# Web Scraping multiple pages 

We have practiced web scraping when all the information we wanted was on a single table of a site. What happens when we want to scrape information from multiple pages?

## First example - IMDB 

Go to https://www.imdb.com/search/title/ and enter the following parameters, leaving all other fields blank or with its default value:

- Title Type: Feature film

- Release date: From 1990 to 1992

- User Rating: 7.5 to "-"

The page you get should be familiar. There's a list with movies and each movie has its title, release year, crew, etc. You could inspect the page and build the code to collect the date.

Note the resulting query obtained contain hundreds of movies, and each page only contains 50 of them (you can change the settings to obtain up to 250 movies/page, but that still won't be the complete list).

One way to automatize multi page web scraping is to look at the URLs. 
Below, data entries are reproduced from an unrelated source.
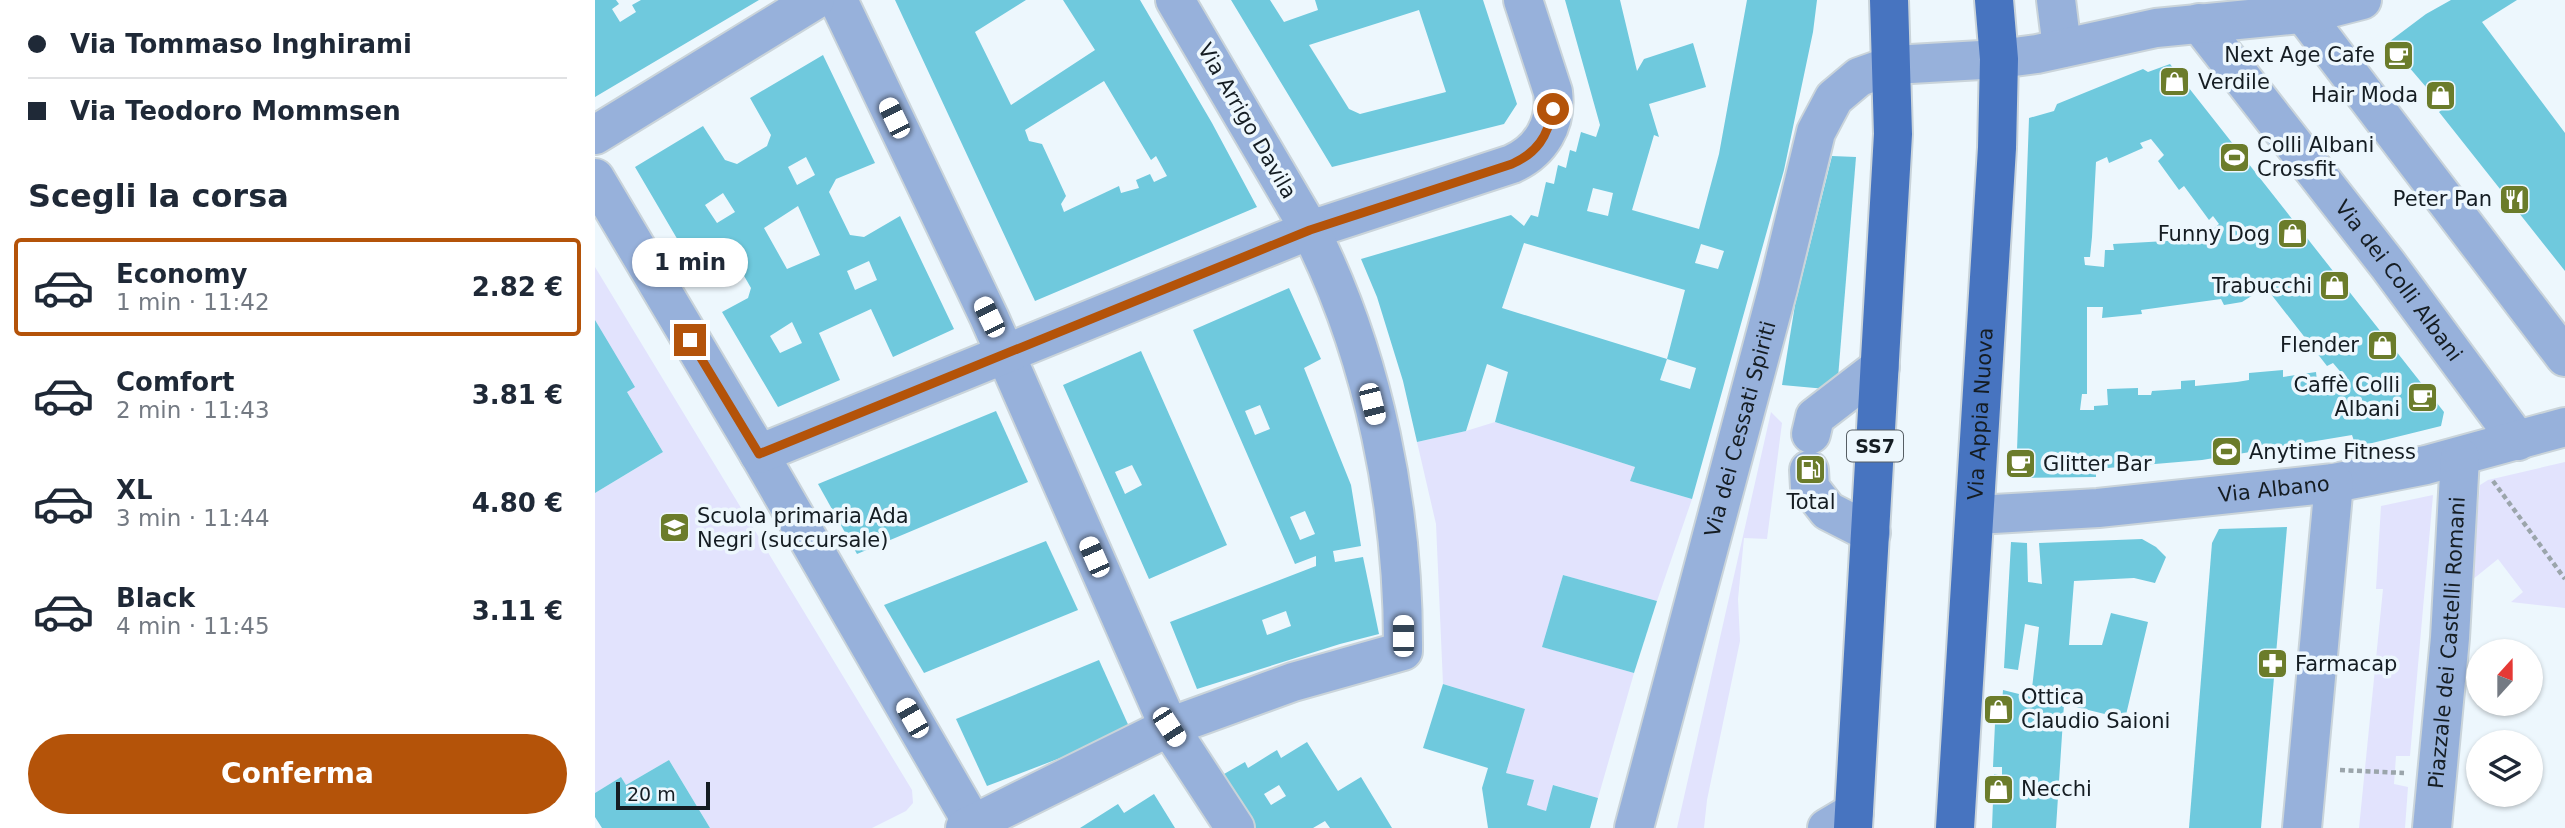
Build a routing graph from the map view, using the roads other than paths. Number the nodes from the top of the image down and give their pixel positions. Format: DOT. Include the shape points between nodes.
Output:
graph roads {
  1 [pos="815,0"];
  2 [pos="838,0"];
  3 [pos="1175,0"];
  4 [pos="1523,0"];
  5 [pos="1889,0"];
  6 [pos="1994,0"];
  7 [pos="2056,0"];
  8 [pos="2362,0"];
  9 [pos="2298,7"];
  10 [pos="2159,14"];
  11 [pos="2199,23"];
  12 [pos="2062,48"];
  13 [pos="1999,59"];
  14 [pos="1893,65"];
  15 [pos="595,135"];
  16 [pos="595,178"];
  17 [pos="1310,230"];
  18 [pos="1005,354"];
  19 [pos="2565,357"];
  20 [pos="1879,367"];
  21 [pos="2565,426"];
  22 [pos="2518,441"];
  23 [pos="759,454"];
  24 [pos="2460,457"];
  25 [pos="2334,483"];
  26 [pos="1976,515"];
  27 [pos="1871,533"];
  28 [pos="1169,727"];
  29 [pos="1845,823"];
  30 [pos="969,826"];
  31 [pos="1235,828"];
  32 [pos="1634,828"];
  33 [pos="1955,828"];
  34 [pos="2302,828"];
  35 [pos="2432,828"];
  1 -- 15 [label="street"];
  2 -- 18 [label="street"];
  3 -- 17 [label="street, Via Arrigo Davila"];
  4 -- 17 [label="street" via="1553,92 1546,132 1533,152 1512,164"];
  5 -- 14 [label="main road, SS7"];
  6 -- 13 [label="main road, Via Appia Nuova"];
  7 -- 12 [label="street"];
  8 -- 9 [label="street, Via dei Cessati Spiriti"];
  9 -- 11 [label="street, Via dei Cessati Spiriti"];
  9 -- 19 [label="street"];
  10 -- 11 [label="street, Via dei Cessati Spiriti"];
  10 -- 12 [label="street, Via dei Cessati Spiriti"];
  11 -- 22 [label="street, Via dei Colli Albani"];
  12 -- 13 [label="street, Via dei Cessati Spiriti"];
  13 -- 14 [label="street, Via dei Cessati Spiriti"];
  13 -- 26 [label="main road, Via Appia Nuova"];
  14 -- 20 [label="main road, SS7"];
  14 -- 32 [label="street, Via dei Cessati Spiriti" via="1859,77 1842,89 1816,132"];
  16 -- 23 [label="street"];
  17 -- 18 [label="street"];
  17 -- 28 [label="street, Via Arrigo Davila" via="1351,323 1380,439 1399,550 1403,651 1293,682"];
  18 -- 23 [label="street"];
  18 -- 28 [label="street"];
  20 -- 27 [label="main road, SS7"];
  20 -- 27 [label="street" via="1815,417 1810,452 1810,488 1828,511"];
  21 -- 22 [label="street, Via Albano"];
  22 -- 24 [label="street, Via Albano"];
  23 -- 30 [label="street"];
  24 -- 25 [label="street, Via Albano"];
  24 -- 35 [label="street, Piazzale dei Castelli Romani" via="2450,638"];
  25 -- 26 [label="street, Via Albano" via="2157,503"];
  25 -- 34 [label="street"];
  26 -- 33 [label="main road, Via Appia Nuova"];
  27 -- 29 [label="main road, SS7"];
  28 -- 30 [label="street"];
  28 -- 31 [label="street"];
}
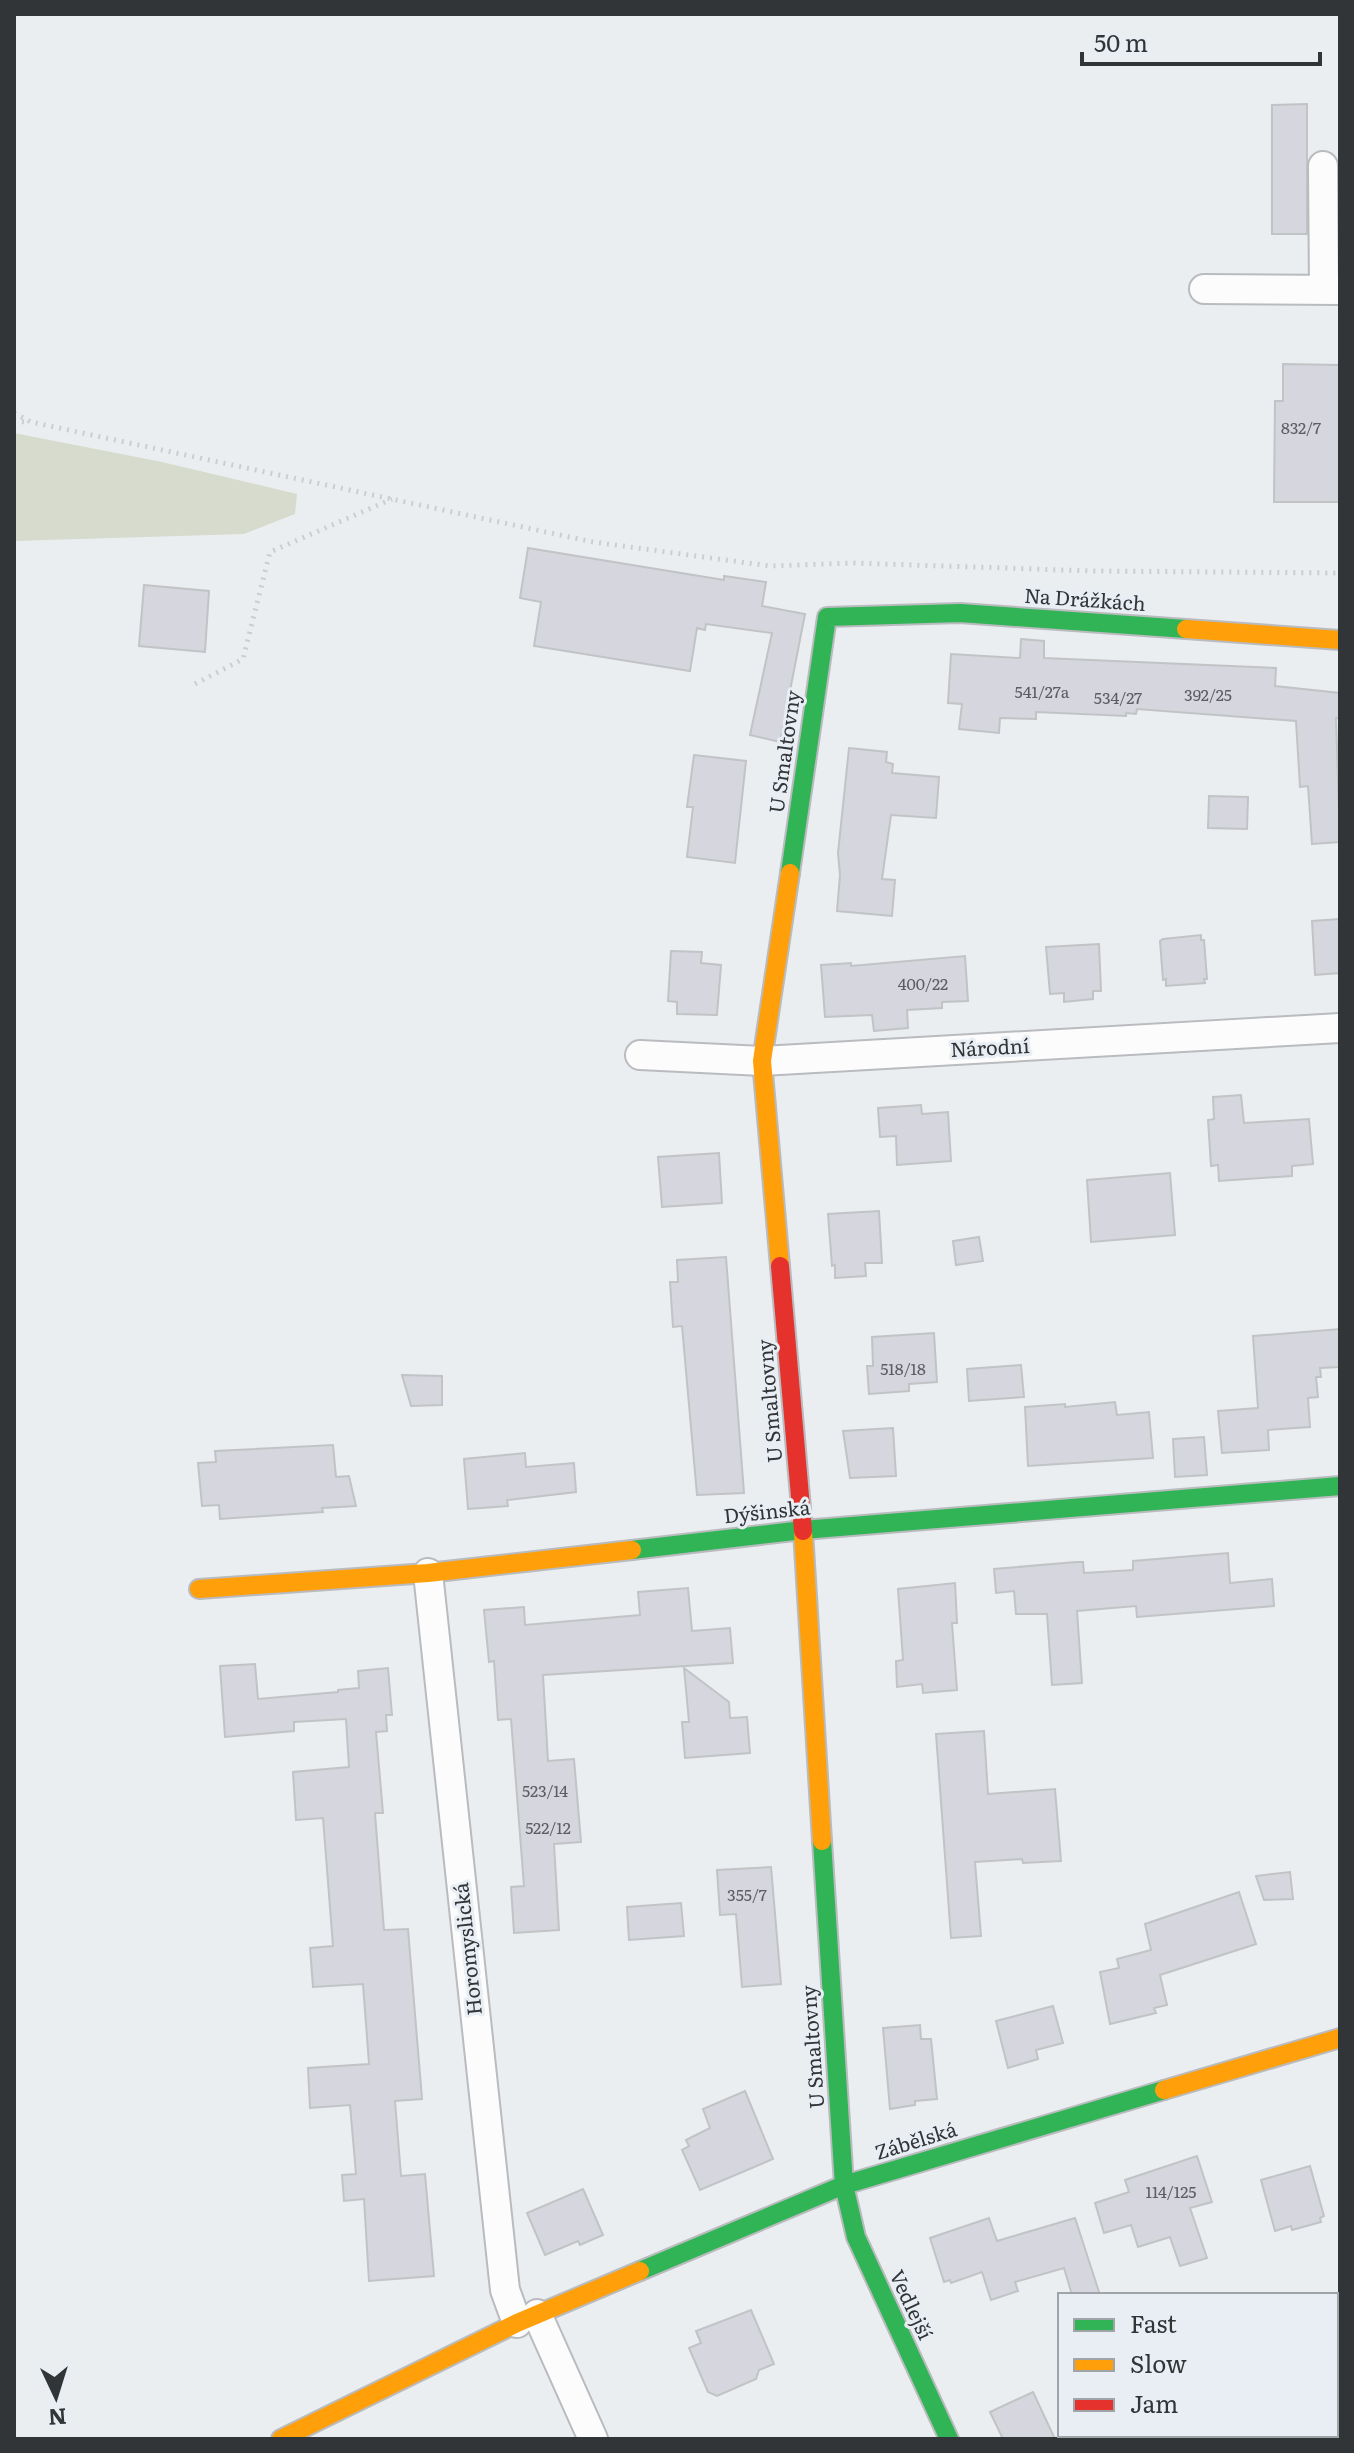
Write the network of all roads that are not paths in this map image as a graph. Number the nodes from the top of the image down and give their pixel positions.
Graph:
1 (1323, 166) dead end
2 (1204, 289) dead end
3 (1332, 290) edge
4 (827, 617) joint
5 (1340, 640) edge
6 (1340, 1028) edge
7 (640, 1055) dead end
8 (762, 1061) junction
9 (1340, 1486) edge
10 (803, 1530) junction
11 (428, 1573) junction
12 (199, 1589) dead end
13 (1340, 2038) edge
14 (844, 2185) junction
15 (527, 2319) junction
16 (281, 2439) edge
17 (593, 2439) edge
18 (949, 2439) edge

1 - 3 street
2 - 3 street
4 - 5 street, Na Drážkách
4 - 8 street, U Smaltovny
6 - 8 street, Národní
7 - 8 street, Národní
8 - 10 street, U Smaltovny
9 - 10 street, Dýšinská
10 - 11 street, Dýšinská
10 - 14 street, U Smaltovny
11 - 12 street, Dýšinská
11 - 15 street, Horomyslická
13 - 14 street, Zábělská
14 - 15 street, Zábělská
14 - 18 street, Vedlejší
15 - 16 street, Zábělská
15 - 17 street, Horomyslická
https://www.imdb.com/search/title/?title_type=feature&release_date=1990-01-01,1992-12-31&user_rating=7.5,

Note what the url looks like if you scroll down and click on "Next", the URL is now: 

https://www.imdb.com/search/title/?title_type=feature&release_date=1990-01-01,1992-12-31&user_rating=7.5,&start=51&ref_=adv_nxt

Can you see the pattern?

our search options are in the parameters title_type, release_date and user_rating. Then, we have the start parameter, which jumps in intervals of 50, and the ref_ parameter, which takes the value of "adv_nxt".

In [1]:
#  import libraries
from bs4 import BeautifulSoup
import requests

In [2]:
#  url: this time, start with the 'second' page
url = "https://www.imdb.com/search/title/?title_type=feature&release_date=1990-01-01,1992-12-31&user_rating=7.5,&start=51&ref_=adv_nxt"

In [4]:
# download html with a request, check response code 
response = requests.get(url)
response.status_code

200

In [None]:
#  parse html (create the 'soup')

soup = BeautifulSoup(response.content,'html.parser')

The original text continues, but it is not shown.